Mycobacterium tuberculosis infects billions of people worldwide and kills more than 1.5 million per year. TB remains extremely difficult to treat with antibiotics, requiring months to years of therapy for cure. The variable course of disease and treatment response suggests that functionally heterogeneous populations of mycobacteria respond differently to stress. Using a quantitative single-cell approach, we show that mycobacteria deterministically generate diversity in their growth characteristics through asymmetric growth and maintain a controlled but asymmetric chromosomal organization pattern. Coupled with a unique mechanism of cell size regulation utilizing parallel adders from initiation, this asymmetry creates subpopulations of cells with distinct growth rates and cell sizes that are differentially susceptible to clinically relevant classes of antibiotics. We find that combinations of inherent and temporal properties of individual cells describe subpopulations susceptible to different antibiotics.

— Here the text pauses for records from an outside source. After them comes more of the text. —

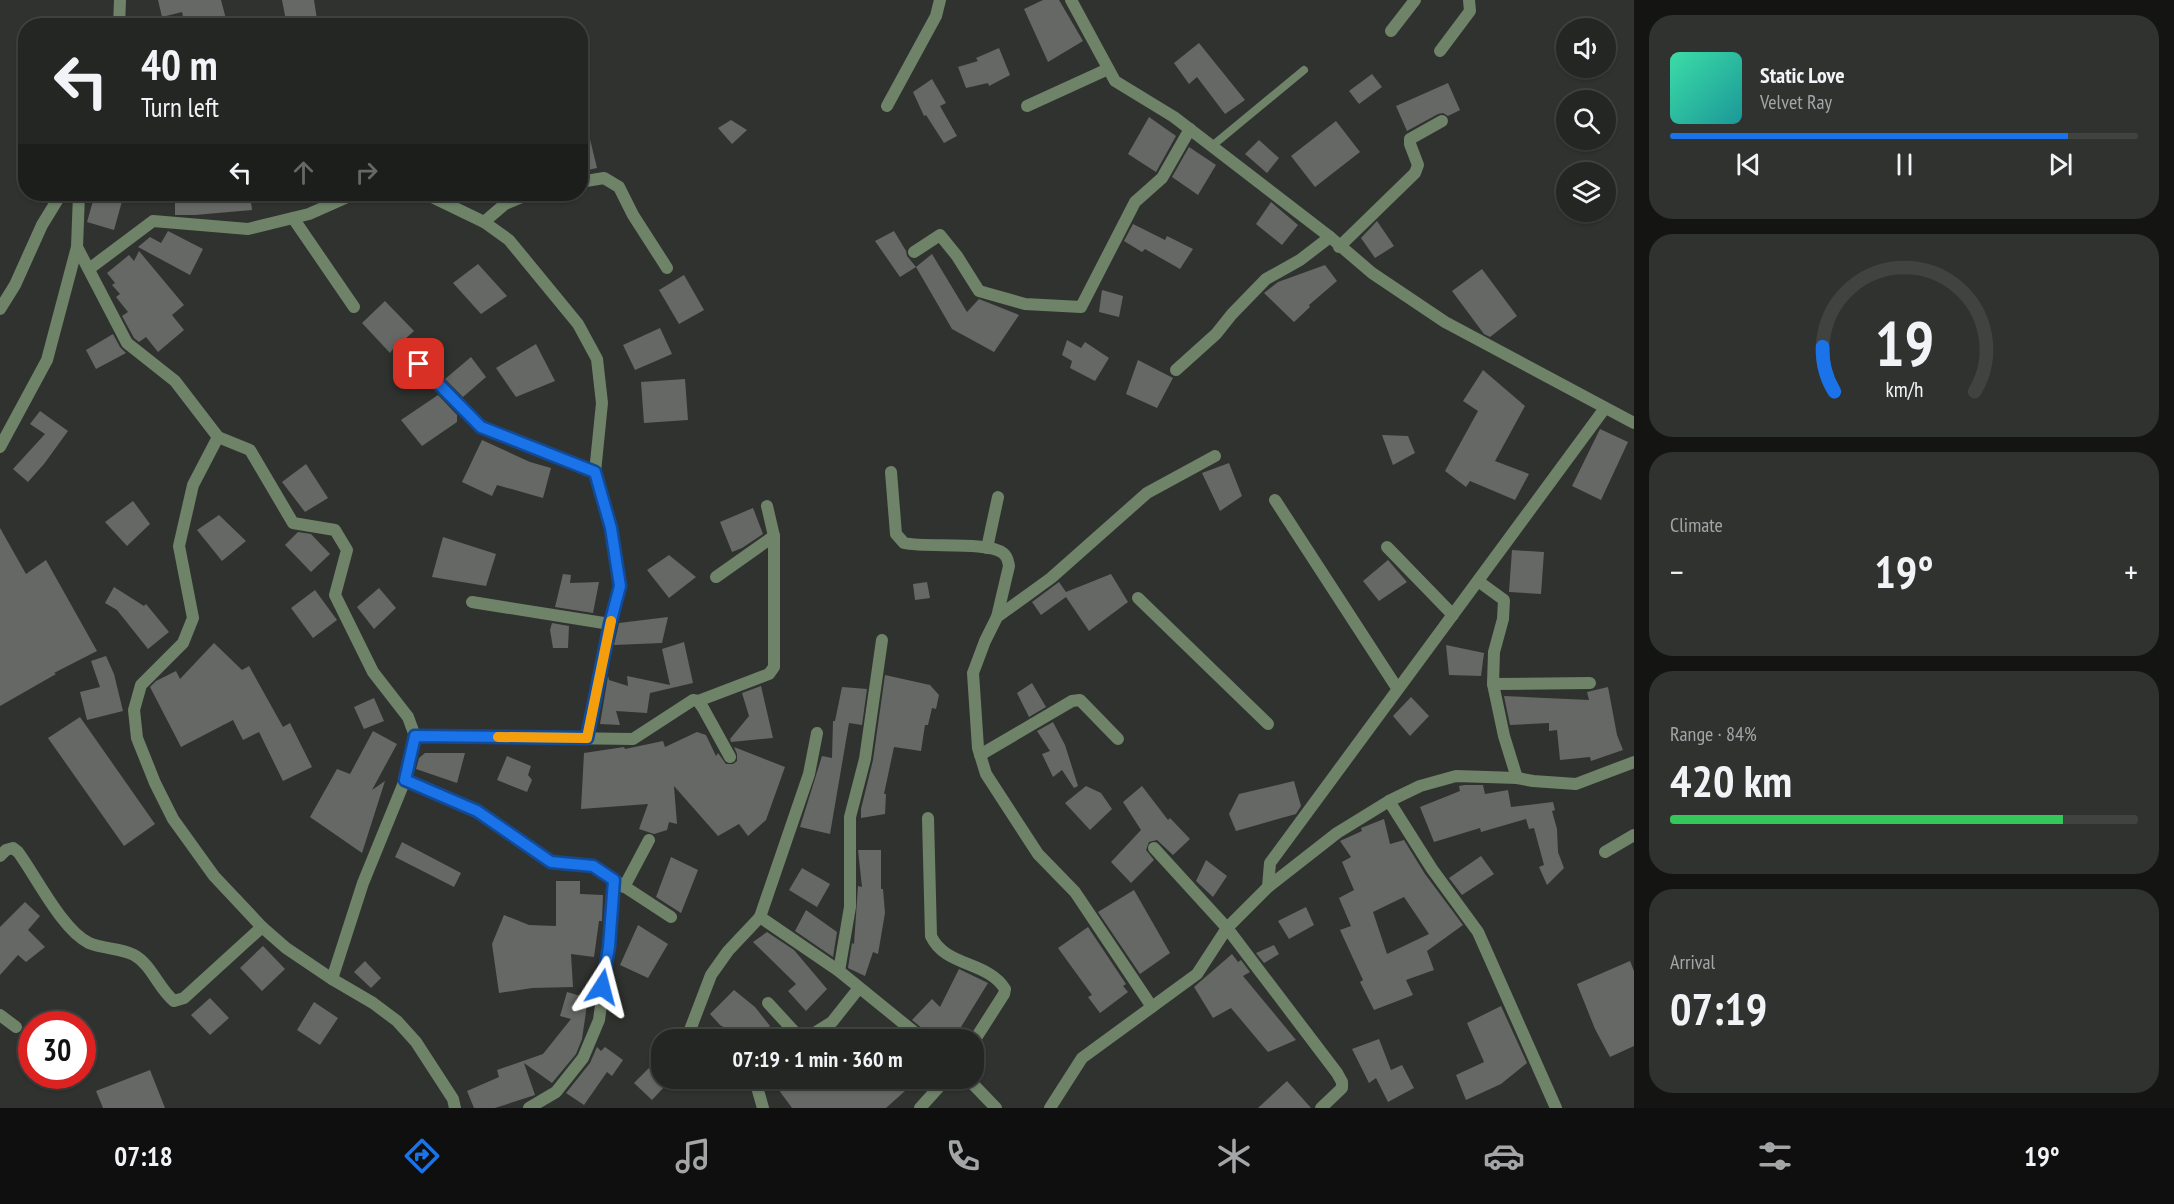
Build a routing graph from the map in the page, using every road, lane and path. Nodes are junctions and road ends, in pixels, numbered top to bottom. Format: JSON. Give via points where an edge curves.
{"nodes":[{"id":1,"x":120,"y":0,"type":"edge"},
{"id":2,"x":940,"y":0,"type":"edge"},
{"id":3,"x":1071,"y":0,"type":"edge"},
{"id":4,"x":1415,"y":0,"type":"edge"},
{"id":5,"x":1469,"y":0,"type":"edge"},
{"id":6,"x":119,"y":18,"type":"edge"},
{"id":7,"x":1391,"y":31,"type":"dead end"},
{"id":8,"x":1440,"y":51,"type":"dead end"},
{"id":9,"x":1108,"y":69,"type":"junction"},
{"id":10,"x":1304,"y":70,"type":"dead end"},
{"id":11,"x":887,"y":106,"type":"dead end"},
{"id":12,"x":1027,"y":106,"type":"dead end"},
{"id":13,"x":1442,"y":121,"type":"dead end"},
{"id":14,"x":1190,"y":129,"type":"junction"},
{"id":15,"x":1212,"y":146,"type":"junction"},
{"id":16,"x":588,"y":181,"type":"edge"},
{"id":17,"x":57,"y":201,"type":"edge"},
{"id":18,"x":79,"y":201,"type":"edge"},
{"id":19,"x":338,"y":201,"type":"edge"},
{"id":20,"x":440,"y":201,"type":"edge"},
{"id":21,"x":512,"y":201,"type":"edge"},
{"id":22,"x":293,"y":218,"type":"junction"},
{"id":23,"x":484,"y":222,"type":"junction"},
{"id":24,"x":1330,"y":237,"type":"junction"},
{"id":25,"x":1339,"y":246,"type":"junction"},
{"id":26,"x":77,"y":247,"type":"junction"},
{"id":27,"x":914,"y":252,"type":"dead end"},
{"id":28,"x":667,"y":268,"type":"dead end"},
{"id":29,"x":88,"y":269,"type":"junction"},
{"id":30,"x":354,"y":307,"type":"dead end"},
{"id":31,"x":0,"y":309,"type":"edge"},
{"id":32,"x":403,"y":348,"type":"dead end"},
{"id":33,"x":1176,"y":370,"type":"dead end"},
{"id":34,"x":1605,"y":408,"type":"junction"},
{"id":35,"x":1634,"y":423,"type":"edge"},
{"id":36,"x":218,"y":437,"type":"junction"},
{"id":37,"x":0,"y":447,"type":"edge"},
{"id":38,"x":1215,"y":456,"type":"dead end"},
{"id":39,"x":595,"y":472,"type":"junction"},
{"id":40,"x":891,"y":472,"type":"dead end"},
{"id":41,"x":998,"y":497,"type":"dead end"},
{"id":42,"x":1275,"y":500,"type":"dead end"},
{"id":43,"x":767,"y":506,"type":"dead end"},
{"id":44,"x":774,"y":536,"type":"junction"},
{"id":45,"x":1387,"y":547,"type":"dead end"},
{"id":46,"x":987,"y":548,"type":"junction"},
{"id":47,"x":716,"y":577,"type":"dead end"},
{"id":48,"x":1478,"y":581,"type":"junction"},
{"id":49,"x":1138,"y":598,"type":"dead end"},
{"id":50,"x":472,"y":602,"type":"dead end"},
{"id":51,"x":1453,"y":615,"type":"junction"},
{"id":52,"x":997,"y":617,"type":"junction"},
{"id":53,"x":610,"y":624,"type":"junction"},
{"id":54,"x":882,"y":640,"type":"dead end"},
{"id":55,"x":1590,"y":683,"type":"dead end"},
{"id":56,"x":1493,"y":684,"type":"junction"},
{"id":57,"x":1397,"y":688,"type":"junction"},
{"id":58,"x":698,"y":701,"type":"junction"},
{"id":59,"x":1268,"y":724,"type":"dead end"},
{"id":60,"x":817,"y":733,"type":"dead end"},
{"id":61,"x":415,"y":736,"type":"junction"},
{"id":62,"x":587,"y":738,"type":"junction"},
{"id":63,"x":1118,"y":739,"type":"dead end"},
{"id":64,"x":980,"y":755,"type":"junction"},
{"id":65,"x":730,"y":757,"type":"dead end"},
{"id":66,"x":1634,"y":762,"type":"edge"},
{"id":67,"x":1517,"y":778,"type":"junction"},
{"id":68,"x":405,"y":780,"type":"junction"},
{"id":69,"x":1389,"y":801,"type":"junction"},
{"id":70,"x":928,"y":818,"type":"dead end"},
{"id":71,"x":1634,"y":835,"type":"edge"},
{"id":72,"x":650,"y":840,"type":"dead end"},
{"id":73,"x":1154,"y":848,"type":"dead end"},
{"id":74,"x":1605,"y":852,"type":"dead end"},
{"id":75,"x":0,"y":855,"type":"edge"},
{"id":76,"x":619,"y":883,"type":"junction"},
{"id":77,"x":1268,"y":887,"type":"junction"},
{"id":78,"x":671,"y":917,"type":"dead end"},
{"id":79,"x":760,"y":917,"type":"junction"},
{"id":80,"x":262,"y":927,"type":"junction"},
{"id":81,"x":1227,"y":928,"type":"junction"},
{"id":82,"x":839,"y":972,"type":"junction"},
{"id":83,"x":332,"y":979,"type":"junction"},
{"id":84,"x":859,"y":988,"type":"junction"},
{"id":85,"x":768,"y":1004,"type":"dead end"},
{"id":86,"x":1152,"y":1007,"type":"junction"},
{"id":87,"x":0,"y":1015,"type":"edge"},
{"id":88,"x":16,"y":1027,"type":"dead end"},
{"id":89,"x":690,"y":1029,"type":"edge"},
{"id":90,"x":792,"y":1029,"type":"edge"},
{"id":91,"x":821,"y":1029,"type":"edge"},
{"id":92,"x":910,"y":1029,"type":"edge"},
{"id":93,"x":982,"y":1029,"type":"edge"},
{"id":94,"x":759,"y":1089,"type":"edge"},
{"id":95,"x":936,"y":1089,"type":"edge"},
{"id":96,"x":978,"y":1089,"type":"edge"},
{"id":97,"x":454,"y":1104,"type":"edge"},
{"id":98,"x":760,"y":1106,"type":"edge"},
{"id":99,"x":442,"y":1108,"type":"edge"},
{"id":100,"x":529,"y":1108,"type":"edge"},
{"id":101,"x":920,"y":1108,"type":"edge"},
{"id":102,"x":996,"y":1108,"type":"edge"},
{"id":103,"x":1050,"y":1108,"type":"edge"},
{"id":104,"x":1321,"y":1108,"type":"edge"},
{"id":105,"x":1556,"y":1108,"type":"edge"}],
"edges":[{"from":1,"to":6,"type":"street"},
{"from":2,"to":11,"type":"street","via":[[936,16]]},
{"from":3,"to":9,"type":"street"},
{"from":4,"to":7,"type":"street"},
{"from":5,"to":8,"type":"street","via":[[1470,11]]},
{"from":9,"to":12,"type":"street"},
{"from":9,"to":14,"type":"street","via":[[1115,81]]},
{"from":10,"to":15,"type":"lane"},
{"from":13,"to":25,"type":"street","via":[[1410,139],[1418,165],[1415,173]]},
{"from":14,"to":15,"type":"street"},
{"from":14,"to":27,"type":"street","via":[[1162,178],[1135,202],[1081,307],[1025,304],[979,291],[940,235]]},
{"from":15,"to":24,"type":"street"},
{"from":16,"to":28,"type":"street","via":[[604,178],[620,187]]},
{"from":17,"to":31,"type":"street"},
{"from":18,"to":26,"type":"street"},
{"from":19,"to":22,"type":"street"},
{"from":20,"to":23,"type":"street"},
{"from":21,"to":23,"type":"street"},
{"from":22,"to":29,"type":"street","via":[[248,229],[153,221]]},
{"from":22,"to":30,"type":"street"},
{"from":23,"to":39,"type":"street","via":[[509,240],[578,324],[597,359],[602,403]]},
{"from":24,"to":25,"type":"street"},
{"from":24,"to":33,"type":"street","via":[[1266,279],[1216,334]]},
{"from":25,"to":34,"type":"street","via":[[1445,322]]},
{"from":26,"to":29,"type":"street"},
{"from":26,"to":37,"type":"street","via":[[47,360]]},
{"from":29,"to":36,"type":"street","via":[[127,343],[175,381]]},
{"from":32,"to":39,"type":"street","via":[[481,427]]},
{"from":34,"to":35,"type":"street"},
{"from":34,"to":48,"type":"street"},
{"from":36,"to":61,"type":"street","via":[[250,450],[294,523],[335,530],[347,550],[335,595],[373,672],[408,717]]},
{"from":36,"to":80,"type":"street","via":[[193,486],[178,546],[193,618],[183,643],[141,685],[134,710],[137,738],[173,819],[214,876]]},
{"from":38,"to":52,"type":"street","via":[[1147,493],[1051,578]]},
{"from":39,"to":53,"type":"street","via":[[611,528],[620,586]]},
{"from":40,"to":46,"type":"street","via":[[896,534],[904,543]]},
{"from":41,"to":46,"type":"street"},
{"from":42,"to":57,"type":"street"},
{"from":43,"to":44,"type":"street"},
{"from":44,"to":47,"type":"street"},
{"from":44,"to":58,"type":"street","via":[[774,667],[769,674]]},
{"from":45,"to":51,"type":"street"},
{"from":46,"to":52,"type":"street","via":[[1008,558]]},
{"from":48,"to":51,"type":"street"},
{"from":48,"to":56,"type":"street","via":[[1504,600],[1494,652]]},
{"from":49,"to":59,"type":"street"},
{"from":50,"to":53,"type":"street"},
{"from":51,"to":57,"type":"street"},
{"from":52,"to":64,"type":"street","via":[[973,673]]},
{"from":53,"to":62,"type":"street"},
{"from":54,"to":82,"type":"street","via":[[865,759],[850,817],[850,907]]},
{"from":55,"to":56,"type":"street"},
{"from":56,"to":67,"type":"street"},
{"from":57,"to":77,"type":"street","via":[[1270,863]]},
{"from":58,"to":62,"type":"street","via":[[693,700],[633,739]]},
{"from":58,"to":65,"type":"street"},
{"from":60,"to":79,"type":"street","via":[[809,774]]},
{"from":61,"to":62,"type":"street"},
{"from":61,"to":68,"type":"street"},
{"from":63,"to":64,"type":"street","via":[[1080,700]]},
{"from":64,"to":86,"type":"street","via":[[986,774],[1038,854],[1076,892]]},
{"from":66,"to":67,"type":"street","via":[[1576,784]]},
{"from":67,"to":69,"type":"street","via":[[1456,776],[1420,786]]},
{"from":68,"to":76,"type":"street","via":[[477,811],[551,862],[593,866]]},
{"from":68,"to":83,"type":"street","via":[[363,883]]},
{"from":69,"to":77,"type":"street","via":[[1337,833]]},
{"from":69,"to":105,"type":"street","via":[[1478,932]]},
{"from":70,"to":93,"type":"street","via":[[931,936],[942,952],[995,976],[1005,989]]},
{"from":71,"to":74,"type":"street"},
{"from":72,"to":76,"type":"street"},
{"from":73,"to":81,"type":"street"},
{"from":75,"to":80,"type":"street","via":[[13,848],[18,852],[47,897],[80,937],[134,955],[174,1000],[184,998]]},
{"from":76,"to":78,"type":"street"},
{"from":76,"to":100,"type":"street","via":[[599,1020],[584,1058],[556,1092]]},
{"from":77,"to":81,"type":"street"},
{"from":79,"to":82,"type":"street"},
{"from":79,"to":89,"type":"street","via":[[711,975]]},
{"from":80,"to":83,"type":"street"},
{"from":81,"to":86,"type":"street","via":[[1197,974]]},
{"from":81,"to":104,"type":"street","via":[[1342,1082],[1342,1088]]},
{"from":82,"to":84,"type":"street"},
{"from":83,"to":97,"type":"street","via":[[397,1021],[416,1042]]},
{"from":84,"to":91,"type":"street","via":[[832,1022]]},
{"from":84,"to":92,"type":"street"},
{"from":85,"to":90,"type":"street"},
{"from":86,"to":103,"type":"street","via":[[1082,1058]]},
{"from":87,"to":88,"type":"street"},
{"from":94,"to":98,"type":"street"},
{"from":95,"to":101,"type":"street"},
{"from":96,"to":102,"type":"street"},
{"from":97,"to":99,"type":"street"}]}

Thus, the polar growth pattern intrinsic to mycobacteria deterministically creates a diverse population structure that may underlie phenotypes previously thought to be controlled by external stressors. Mathematical models based on measurements from new reporters of cell state enable us to better understand how mycobacteria manage growth variation and generate subpopulations with distinct behaviors arising from asymmetric growth and division.